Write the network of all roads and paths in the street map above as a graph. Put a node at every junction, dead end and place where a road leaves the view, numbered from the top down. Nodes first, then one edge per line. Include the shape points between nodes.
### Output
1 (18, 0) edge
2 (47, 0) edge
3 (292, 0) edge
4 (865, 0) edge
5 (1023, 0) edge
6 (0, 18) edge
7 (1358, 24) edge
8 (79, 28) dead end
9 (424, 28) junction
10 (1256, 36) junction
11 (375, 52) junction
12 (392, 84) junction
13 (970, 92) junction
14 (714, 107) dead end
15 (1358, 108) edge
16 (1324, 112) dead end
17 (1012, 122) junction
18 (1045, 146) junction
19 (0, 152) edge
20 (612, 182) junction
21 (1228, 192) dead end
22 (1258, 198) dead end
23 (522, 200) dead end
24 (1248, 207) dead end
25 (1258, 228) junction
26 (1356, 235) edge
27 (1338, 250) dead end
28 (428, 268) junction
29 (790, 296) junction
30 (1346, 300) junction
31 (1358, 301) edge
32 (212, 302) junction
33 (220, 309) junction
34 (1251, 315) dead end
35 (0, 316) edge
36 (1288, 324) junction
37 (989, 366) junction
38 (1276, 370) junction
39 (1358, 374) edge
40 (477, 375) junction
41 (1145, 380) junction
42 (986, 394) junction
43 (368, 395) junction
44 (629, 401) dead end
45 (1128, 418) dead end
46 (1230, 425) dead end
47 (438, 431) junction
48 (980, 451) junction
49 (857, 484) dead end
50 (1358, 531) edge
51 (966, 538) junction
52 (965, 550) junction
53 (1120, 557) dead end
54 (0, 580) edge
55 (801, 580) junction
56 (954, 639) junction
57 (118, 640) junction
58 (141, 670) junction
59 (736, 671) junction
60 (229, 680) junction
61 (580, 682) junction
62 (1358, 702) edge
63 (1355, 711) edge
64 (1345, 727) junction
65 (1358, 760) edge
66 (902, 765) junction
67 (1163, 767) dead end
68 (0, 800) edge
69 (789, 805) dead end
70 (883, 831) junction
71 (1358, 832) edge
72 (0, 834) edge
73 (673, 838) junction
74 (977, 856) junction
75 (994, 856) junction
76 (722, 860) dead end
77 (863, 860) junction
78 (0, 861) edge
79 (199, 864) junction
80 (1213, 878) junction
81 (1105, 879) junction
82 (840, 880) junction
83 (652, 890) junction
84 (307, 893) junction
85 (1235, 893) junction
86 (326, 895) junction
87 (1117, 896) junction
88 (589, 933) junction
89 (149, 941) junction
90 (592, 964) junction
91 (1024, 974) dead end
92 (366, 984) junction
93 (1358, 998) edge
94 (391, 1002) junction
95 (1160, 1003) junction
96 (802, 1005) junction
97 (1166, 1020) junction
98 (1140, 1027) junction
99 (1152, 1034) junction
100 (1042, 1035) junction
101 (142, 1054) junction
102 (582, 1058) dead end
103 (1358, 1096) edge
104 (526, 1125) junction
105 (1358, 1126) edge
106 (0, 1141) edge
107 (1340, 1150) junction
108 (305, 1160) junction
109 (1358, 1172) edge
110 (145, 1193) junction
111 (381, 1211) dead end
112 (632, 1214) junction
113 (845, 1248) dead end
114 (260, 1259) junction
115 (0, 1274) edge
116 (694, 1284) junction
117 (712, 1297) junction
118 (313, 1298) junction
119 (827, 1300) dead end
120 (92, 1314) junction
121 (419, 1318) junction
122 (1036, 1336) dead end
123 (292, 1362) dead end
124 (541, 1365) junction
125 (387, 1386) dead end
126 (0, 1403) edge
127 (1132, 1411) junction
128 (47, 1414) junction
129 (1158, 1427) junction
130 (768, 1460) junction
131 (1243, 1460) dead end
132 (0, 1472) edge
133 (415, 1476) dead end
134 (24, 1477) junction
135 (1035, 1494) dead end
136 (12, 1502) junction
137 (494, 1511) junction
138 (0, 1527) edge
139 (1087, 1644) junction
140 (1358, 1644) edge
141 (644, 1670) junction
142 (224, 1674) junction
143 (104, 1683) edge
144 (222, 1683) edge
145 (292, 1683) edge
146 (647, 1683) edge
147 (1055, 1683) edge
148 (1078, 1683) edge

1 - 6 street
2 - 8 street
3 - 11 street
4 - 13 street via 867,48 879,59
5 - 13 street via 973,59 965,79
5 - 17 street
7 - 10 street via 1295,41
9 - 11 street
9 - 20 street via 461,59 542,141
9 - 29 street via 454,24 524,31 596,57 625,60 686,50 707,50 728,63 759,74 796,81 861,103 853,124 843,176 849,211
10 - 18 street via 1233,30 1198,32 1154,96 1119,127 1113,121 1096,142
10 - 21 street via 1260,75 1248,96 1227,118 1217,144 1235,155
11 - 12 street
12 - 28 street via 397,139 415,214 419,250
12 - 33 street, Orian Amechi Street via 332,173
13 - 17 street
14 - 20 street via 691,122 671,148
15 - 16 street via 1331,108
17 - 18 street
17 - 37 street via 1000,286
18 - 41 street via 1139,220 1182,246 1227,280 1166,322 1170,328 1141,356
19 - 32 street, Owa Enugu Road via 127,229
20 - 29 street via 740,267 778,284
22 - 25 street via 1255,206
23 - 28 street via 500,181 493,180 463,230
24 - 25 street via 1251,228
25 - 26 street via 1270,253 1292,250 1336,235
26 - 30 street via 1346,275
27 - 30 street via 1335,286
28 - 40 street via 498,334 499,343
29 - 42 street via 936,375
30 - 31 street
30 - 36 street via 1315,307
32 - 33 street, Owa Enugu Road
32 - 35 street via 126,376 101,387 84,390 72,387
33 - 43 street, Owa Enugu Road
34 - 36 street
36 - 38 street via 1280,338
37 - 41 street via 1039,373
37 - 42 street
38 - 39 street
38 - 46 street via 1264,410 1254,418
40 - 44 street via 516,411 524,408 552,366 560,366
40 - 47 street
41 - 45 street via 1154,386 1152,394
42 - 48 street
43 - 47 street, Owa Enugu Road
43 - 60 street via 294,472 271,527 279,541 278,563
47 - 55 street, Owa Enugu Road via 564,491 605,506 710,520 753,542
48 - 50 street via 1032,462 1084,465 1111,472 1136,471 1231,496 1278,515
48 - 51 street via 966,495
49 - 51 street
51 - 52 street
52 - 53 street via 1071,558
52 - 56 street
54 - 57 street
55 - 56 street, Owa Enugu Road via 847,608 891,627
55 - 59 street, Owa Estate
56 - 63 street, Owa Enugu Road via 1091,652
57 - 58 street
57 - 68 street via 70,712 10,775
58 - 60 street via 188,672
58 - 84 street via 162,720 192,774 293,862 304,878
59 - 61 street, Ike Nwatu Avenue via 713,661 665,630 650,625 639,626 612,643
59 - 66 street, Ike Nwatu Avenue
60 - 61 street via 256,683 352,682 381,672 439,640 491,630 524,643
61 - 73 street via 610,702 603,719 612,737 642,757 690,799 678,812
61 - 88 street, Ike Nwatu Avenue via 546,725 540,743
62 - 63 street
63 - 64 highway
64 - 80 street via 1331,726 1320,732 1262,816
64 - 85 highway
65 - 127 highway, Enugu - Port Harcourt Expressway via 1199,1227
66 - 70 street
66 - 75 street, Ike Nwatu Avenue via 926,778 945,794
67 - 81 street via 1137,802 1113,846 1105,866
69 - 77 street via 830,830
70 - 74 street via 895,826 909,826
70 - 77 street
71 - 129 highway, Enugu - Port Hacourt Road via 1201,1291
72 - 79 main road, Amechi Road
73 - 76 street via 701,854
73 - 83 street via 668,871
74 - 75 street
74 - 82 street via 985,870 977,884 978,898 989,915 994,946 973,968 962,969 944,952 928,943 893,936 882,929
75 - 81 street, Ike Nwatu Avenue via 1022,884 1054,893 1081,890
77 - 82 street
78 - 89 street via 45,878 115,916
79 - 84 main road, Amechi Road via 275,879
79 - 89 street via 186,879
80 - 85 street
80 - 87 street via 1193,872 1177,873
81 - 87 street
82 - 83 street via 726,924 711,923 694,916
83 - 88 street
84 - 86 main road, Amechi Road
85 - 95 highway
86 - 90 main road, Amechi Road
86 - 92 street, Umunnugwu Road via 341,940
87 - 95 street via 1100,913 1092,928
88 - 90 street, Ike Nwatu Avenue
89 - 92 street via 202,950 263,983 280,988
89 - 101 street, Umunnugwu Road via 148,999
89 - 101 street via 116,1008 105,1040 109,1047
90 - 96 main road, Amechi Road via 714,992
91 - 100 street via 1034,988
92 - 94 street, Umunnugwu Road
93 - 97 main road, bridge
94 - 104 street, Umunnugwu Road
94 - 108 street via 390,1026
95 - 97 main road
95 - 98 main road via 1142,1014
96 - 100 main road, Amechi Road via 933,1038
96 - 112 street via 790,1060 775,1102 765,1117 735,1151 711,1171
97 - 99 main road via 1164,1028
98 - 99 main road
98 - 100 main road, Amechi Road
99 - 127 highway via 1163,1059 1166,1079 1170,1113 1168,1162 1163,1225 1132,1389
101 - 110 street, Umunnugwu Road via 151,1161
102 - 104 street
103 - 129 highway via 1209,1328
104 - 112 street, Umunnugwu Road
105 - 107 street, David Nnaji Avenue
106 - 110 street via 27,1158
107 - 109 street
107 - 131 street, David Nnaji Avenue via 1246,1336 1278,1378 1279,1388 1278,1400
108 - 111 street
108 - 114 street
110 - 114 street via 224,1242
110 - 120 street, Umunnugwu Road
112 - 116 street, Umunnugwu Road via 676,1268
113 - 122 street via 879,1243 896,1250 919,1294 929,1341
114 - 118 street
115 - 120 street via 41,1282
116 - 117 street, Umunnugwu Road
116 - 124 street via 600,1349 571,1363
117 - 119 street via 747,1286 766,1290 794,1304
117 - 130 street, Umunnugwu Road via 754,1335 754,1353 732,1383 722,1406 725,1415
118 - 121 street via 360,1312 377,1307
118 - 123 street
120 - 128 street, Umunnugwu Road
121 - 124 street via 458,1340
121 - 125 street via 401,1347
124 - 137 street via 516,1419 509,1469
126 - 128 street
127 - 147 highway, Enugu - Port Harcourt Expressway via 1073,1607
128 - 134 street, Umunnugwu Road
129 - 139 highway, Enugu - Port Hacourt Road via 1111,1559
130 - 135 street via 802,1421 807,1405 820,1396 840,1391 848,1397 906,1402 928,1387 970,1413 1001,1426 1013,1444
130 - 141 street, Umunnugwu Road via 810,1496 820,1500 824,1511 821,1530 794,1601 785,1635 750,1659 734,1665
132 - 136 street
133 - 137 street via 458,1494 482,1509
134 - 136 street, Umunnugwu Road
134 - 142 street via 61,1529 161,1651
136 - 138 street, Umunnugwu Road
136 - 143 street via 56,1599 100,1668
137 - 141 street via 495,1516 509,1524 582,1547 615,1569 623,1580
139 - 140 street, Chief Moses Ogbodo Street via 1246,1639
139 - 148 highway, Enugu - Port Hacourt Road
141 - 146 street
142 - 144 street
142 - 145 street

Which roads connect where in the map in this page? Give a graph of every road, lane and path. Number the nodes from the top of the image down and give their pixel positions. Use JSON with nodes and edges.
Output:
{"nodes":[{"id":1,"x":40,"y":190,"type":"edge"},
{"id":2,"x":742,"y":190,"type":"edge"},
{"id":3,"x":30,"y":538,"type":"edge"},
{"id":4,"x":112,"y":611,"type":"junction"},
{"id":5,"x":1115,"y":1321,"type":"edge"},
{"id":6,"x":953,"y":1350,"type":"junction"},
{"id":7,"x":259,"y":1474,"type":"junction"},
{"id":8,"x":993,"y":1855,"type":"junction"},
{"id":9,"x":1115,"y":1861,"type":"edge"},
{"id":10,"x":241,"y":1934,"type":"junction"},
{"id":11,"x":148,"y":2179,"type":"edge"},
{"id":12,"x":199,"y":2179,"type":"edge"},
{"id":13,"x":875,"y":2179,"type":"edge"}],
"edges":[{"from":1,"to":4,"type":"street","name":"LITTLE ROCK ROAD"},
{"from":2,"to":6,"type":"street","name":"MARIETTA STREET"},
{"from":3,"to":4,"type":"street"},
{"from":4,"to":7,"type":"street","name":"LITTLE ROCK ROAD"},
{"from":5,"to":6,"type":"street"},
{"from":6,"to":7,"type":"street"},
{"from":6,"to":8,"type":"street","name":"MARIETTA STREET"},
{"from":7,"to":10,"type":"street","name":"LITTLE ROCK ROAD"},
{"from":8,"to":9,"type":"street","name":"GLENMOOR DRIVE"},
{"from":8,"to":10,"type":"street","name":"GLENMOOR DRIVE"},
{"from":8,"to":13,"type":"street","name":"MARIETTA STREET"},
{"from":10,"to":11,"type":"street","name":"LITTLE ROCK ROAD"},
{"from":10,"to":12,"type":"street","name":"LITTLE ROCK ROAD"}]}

* [TASK INSTRUCTIONS]:
Every line that contains the string "LITTLE" should be returned from the data.

* [ANSWER SPACE]:
"edges":[{"from":1,"to":4,"type":"street","name":"LITTLE ROCK ROAD"},
{"from":4,"to":7,"type":"street","name":"LITTLE ROCK ROAD"},
{"from":7,"to":10,"type":"street","name":"LITTLE ROCK ROAD"},
{"from":10,"to":11,"type":"street","name":"LITTLE ROCK ROAD"},
{"from":10,"to":12,"type":"street","name":"LITTLE ROCK ROAD"}]}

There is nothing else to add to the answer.